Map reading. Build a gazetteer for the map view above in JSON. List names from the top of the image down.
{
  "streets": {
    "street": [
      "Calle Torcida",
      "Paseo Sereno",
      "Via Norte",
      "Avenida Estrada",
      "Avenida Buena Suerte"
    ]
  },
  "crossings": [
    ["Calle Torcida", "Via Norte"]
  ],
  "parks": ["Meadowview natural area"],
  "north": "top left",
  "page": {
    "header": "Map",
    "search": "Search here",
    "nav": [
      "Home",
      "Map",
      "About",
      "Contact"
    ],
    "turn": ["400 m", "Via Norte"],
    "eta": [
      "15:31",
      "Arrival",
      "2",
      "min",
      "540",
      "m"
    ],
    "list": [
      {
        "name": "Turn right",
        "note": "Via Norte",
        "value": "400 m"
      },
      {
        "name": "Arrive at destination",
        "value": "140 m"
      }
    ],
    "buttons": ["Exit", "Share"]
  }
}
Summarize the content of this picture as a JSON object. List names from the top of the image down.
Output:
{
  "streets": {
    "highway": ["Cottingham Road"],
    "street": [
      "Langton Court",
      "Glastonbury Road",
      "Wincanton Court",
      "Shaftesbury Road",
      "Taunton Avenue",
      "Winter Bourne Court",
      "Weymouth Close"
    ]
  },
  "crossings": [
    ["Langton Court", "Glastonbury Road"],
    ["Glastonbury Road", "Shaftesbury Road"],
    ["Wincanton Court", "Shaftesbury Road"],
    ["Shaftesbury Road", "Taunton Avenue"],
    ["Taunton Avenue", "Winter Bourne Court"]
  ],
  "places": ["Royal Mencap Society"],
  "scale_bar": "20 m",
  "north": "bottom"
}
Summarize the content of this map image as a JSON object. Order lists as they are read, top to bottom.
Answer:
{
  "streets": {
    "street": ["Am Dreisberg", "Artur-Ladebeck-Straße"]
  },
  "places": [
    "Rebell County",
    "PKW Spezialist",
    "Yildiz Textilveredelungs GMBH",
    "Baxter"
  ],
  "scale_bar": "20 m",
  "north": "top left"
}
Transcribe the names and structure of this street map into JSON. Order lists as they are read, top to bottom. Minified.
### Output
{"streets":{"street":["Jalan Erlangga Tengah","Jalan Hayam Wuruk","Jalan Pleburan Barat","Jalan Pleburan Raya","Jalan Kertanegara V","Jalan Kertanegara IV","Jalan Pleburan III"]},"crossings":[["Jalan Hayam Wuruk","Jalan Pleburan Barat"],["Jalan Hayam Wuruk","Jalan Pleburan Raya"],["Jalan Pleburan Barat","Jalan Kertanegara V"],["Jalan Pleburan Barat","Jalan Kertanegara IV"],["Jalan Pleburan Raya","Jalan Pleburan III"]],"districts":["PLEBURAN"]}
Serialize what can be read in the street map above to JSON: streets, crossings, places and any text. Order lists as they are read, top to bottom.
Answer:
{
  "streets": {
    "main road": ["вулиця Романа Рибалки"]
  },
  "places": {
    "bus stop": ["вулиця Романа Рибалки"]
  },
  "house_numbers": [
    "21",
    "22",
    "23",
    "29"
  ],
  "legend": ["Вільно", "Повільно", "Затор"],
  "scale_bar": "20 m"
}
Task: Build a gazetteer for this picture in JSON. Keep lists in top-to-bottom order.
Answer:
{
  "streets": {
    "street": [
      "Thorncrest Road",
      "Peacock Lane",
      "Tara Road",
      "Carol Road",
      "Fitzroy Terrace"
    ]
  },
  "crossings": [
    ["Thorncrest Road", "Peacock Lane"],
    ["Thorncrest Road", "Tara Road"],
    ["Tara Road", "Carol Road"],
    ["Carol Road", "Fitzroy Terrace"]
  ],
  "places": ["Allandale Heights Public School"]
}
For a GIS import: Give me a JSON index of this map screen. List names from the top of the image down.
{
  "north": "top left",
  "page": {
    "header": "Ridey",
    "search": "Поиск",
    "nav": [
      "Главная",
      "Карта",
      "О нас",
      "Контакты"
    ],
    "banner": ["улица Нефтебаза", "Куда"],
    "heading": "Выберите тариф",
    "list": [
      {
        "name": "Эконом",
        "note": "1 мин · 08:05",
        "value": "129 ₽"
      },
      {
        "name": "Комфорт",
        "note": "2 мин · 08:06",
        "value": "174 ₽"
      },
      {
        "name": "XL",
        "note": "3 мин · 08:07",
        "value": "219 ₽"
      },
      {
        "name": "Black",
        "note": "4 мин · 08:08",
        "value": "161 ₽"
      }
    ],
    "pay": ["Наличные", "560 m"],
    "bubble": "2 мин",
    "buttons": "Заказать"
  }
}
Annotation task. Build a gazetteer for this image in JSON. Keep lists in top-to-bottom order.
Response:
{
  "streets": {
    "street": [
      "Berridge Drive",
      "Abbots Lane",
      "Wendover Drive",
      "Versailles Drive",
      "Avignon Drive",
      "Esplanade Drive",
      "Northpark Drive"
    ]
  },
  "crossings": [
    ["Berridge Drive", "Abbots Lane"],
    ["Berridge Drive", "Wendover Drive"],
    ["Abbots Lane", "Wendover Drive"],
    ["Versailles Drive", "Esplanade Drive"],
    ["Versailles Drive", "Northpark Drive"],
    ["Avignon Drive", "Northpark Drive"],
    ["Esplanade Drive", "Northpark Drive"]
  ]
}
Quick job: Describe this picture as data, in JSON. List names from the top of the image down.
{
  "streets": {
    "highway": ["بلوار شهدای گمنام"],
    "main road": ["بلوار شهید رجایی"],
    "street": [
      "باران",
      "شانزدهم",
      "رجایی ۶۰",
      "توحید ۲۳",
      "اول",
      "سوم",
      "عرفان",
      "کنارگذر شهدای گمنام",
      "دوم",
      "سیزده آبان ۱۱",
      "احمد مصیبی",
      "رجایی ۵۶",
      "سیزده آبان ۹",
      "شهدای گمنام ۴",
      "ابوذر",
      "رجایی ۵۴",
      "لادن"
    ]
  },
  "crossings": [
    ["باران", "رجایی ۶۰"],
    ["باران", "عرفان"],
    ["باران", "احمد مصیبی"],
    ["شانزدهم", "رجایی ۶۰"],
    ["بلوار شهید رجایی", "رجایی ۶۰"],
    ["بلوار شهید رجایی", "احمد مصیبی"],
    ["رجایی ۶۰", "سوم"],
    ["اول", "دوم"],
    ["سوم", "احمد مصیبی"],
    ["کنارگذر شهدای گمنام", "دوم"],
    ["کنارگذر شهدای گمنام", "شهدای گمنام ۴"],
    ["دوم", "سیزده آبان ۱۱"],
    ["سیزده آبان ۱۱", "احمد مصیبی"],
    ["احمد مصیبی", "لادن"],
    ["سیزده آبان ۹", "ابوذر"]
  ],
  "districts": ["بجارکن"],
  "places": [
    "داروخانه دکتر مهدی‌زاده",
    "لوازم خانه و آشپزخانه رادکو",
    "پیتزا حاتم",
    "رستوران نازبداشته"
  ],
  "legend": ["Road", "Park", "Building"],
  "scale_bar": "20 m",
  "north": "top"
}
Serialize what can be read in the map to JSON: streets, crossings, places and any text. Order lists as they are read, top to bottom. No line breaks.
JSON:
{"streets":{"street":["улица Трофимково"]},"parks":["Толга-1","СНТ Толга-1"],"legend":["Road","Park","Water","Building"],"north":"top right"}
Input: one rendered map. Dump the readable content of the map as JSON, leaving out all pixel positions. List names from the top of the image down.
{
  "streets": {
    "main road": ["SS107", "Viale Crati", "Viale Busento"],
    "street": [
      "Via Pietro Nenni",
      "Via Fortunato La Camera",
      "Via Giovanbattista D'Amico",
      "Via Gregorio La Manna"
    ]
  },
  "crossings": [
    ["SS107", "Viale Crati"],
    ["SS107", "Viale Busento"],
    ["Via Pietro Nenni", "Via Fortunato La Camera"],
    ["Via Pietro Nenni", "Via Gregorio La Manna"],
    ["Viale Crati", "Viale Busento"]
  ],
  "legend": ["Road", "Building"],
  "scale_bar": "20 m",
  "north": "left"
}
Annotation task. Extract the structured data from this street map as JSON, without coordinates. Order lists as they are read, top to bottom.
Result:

--- Exercise aim ---
A single number is the answer here: the count of lines in the material above holding the string "what".

--- Exercise answer ---
2